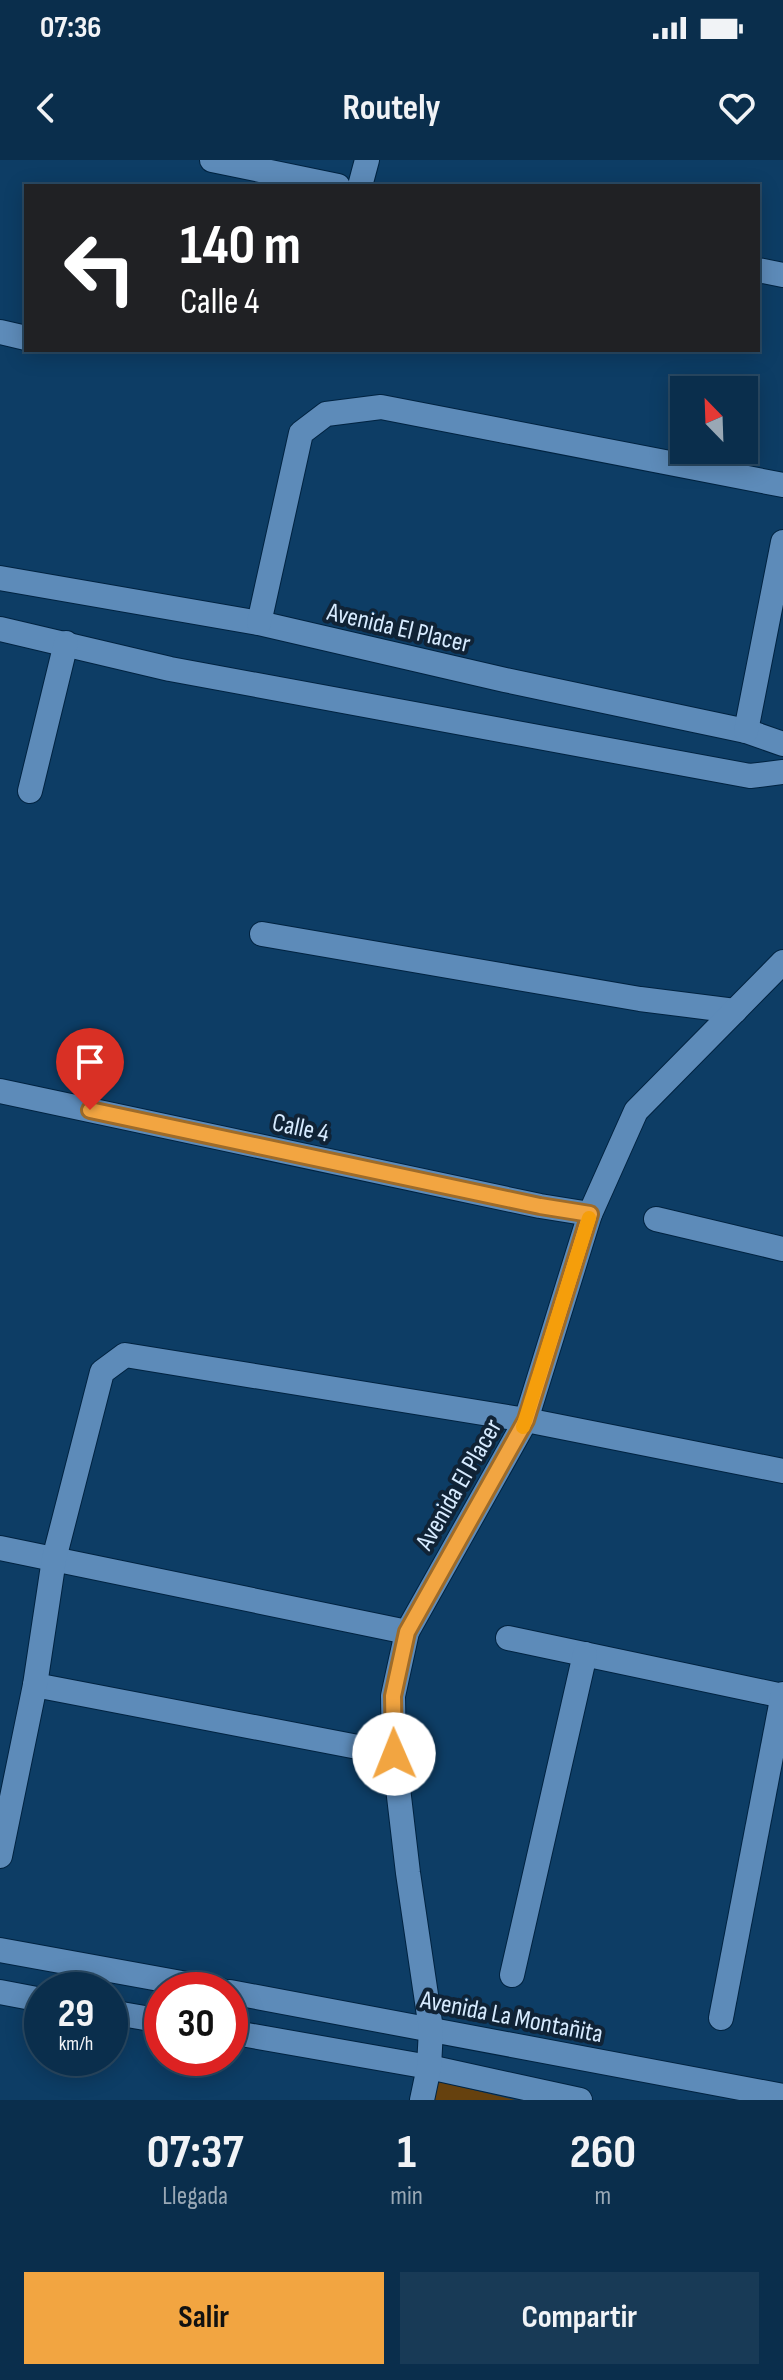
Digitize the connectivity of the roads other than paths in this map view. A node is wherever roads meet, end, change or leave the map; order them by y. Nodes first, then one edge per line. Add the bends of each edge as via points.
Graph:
1 (212, 160) edge
2 (367, 160) edge
3 (325, 184) edge
4 (361, 184) edge
5 (760, 270) edge
6 (783, 275) edge
7 (0, 332) edge
8 (24, 338) edge
9 (783, 485) edge
10 (783, 542) edge
11 (0, 578) edge
12 (778, 593) edge
13 (259, 623) junction
14 (0, 629) edge
15 (66, 643) junction
16 (746, 731) junction
17 (783, 744) edge
18 (783, 772) edge
19 (30, 791) dead end
20 (262, 934) dead end
21 (783, 962) edge
22 (735, 1011) junction
23 (0, 1091) edge
24 (590, 1214) junction
25 (656, 1219) dead end
26 (783, 1249) edge
27 (526, 1420) junction
28 (783, 1471) edge
29 (0, 1548) edge
30 (54, 1559) junction
31 (407, 1632) junction
32 (508, 1638) dead end
33 (585, 1654) junction
34 (35, 1685) junction
35 (783, 1695) edge
36 (394, 1754) junction
37 (0, 1856) edge
38 (0, 1950) edge
39 (512, 1975) dead end
40 (144, 1976) edge
41 (0, 1992) edge
42 (248, 1995) edge
43 (24, 1997) edge
44 (721, 2018) dead end
45 (431, 2029) junction
46 (248, 2035) edge
47 (429, 2067) junction
48 (783, 2096) edge
49 (422, 2100) edge
50 (580, 2100) edge

1 - 3 street
2 - 4 street
5 - 6 street
7 - 8 street
9 - 13 street via 381,407 326,414 301,433
10 - 12 street
11 - 13 street, Avenida El Placer
12 - 16 street
13 - 16 street, Avenida El Placer
14 - 15 street
15 - 18 street via 170,669 750,776
15 - 19 street
16 - 17 street, Avenida El Placer
20 - 22 street
21 - 22 street, Avenida El Placer
22 - 24 street, Avenida El Placer via 636,1111
23 - 24 street, Calle 4
24 - 27 street, Avenida El Placer
25 - 26 street
27 - 28 street
27 - 30 street via 125,1355 102,1372
27 - 31 street, Avenida El Placer
29 - 30 street
30 - 31 street
30 - 34 street
31 - 36 street, Avenida El Placer via 393,1696
32 - 33 street
33 - 35 street
33 - 39 street
34 - 36 street
34 - 37 street
35 - 44 street
36 - 45 street, Avenida El Placer
38 - 40 street
41 - 43 street
42 - 45 street, Avenida La Montañita
45 - 47 street, Avenida El Placer
45 - 48 street, Avenida La Montañita
46 - 47 street
47 - 49 street, Avenida El Placer
47 - 50 street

__________________________________________________

_GOAL OF THE EXERCISE:_ Copy from the entries only those lines that hold the word "Montañita".

_OUTPUT OF THE EXERCISE:_
42 - 45 street, Avenida La Montañita
45 - 48 street, Avenida La Montañita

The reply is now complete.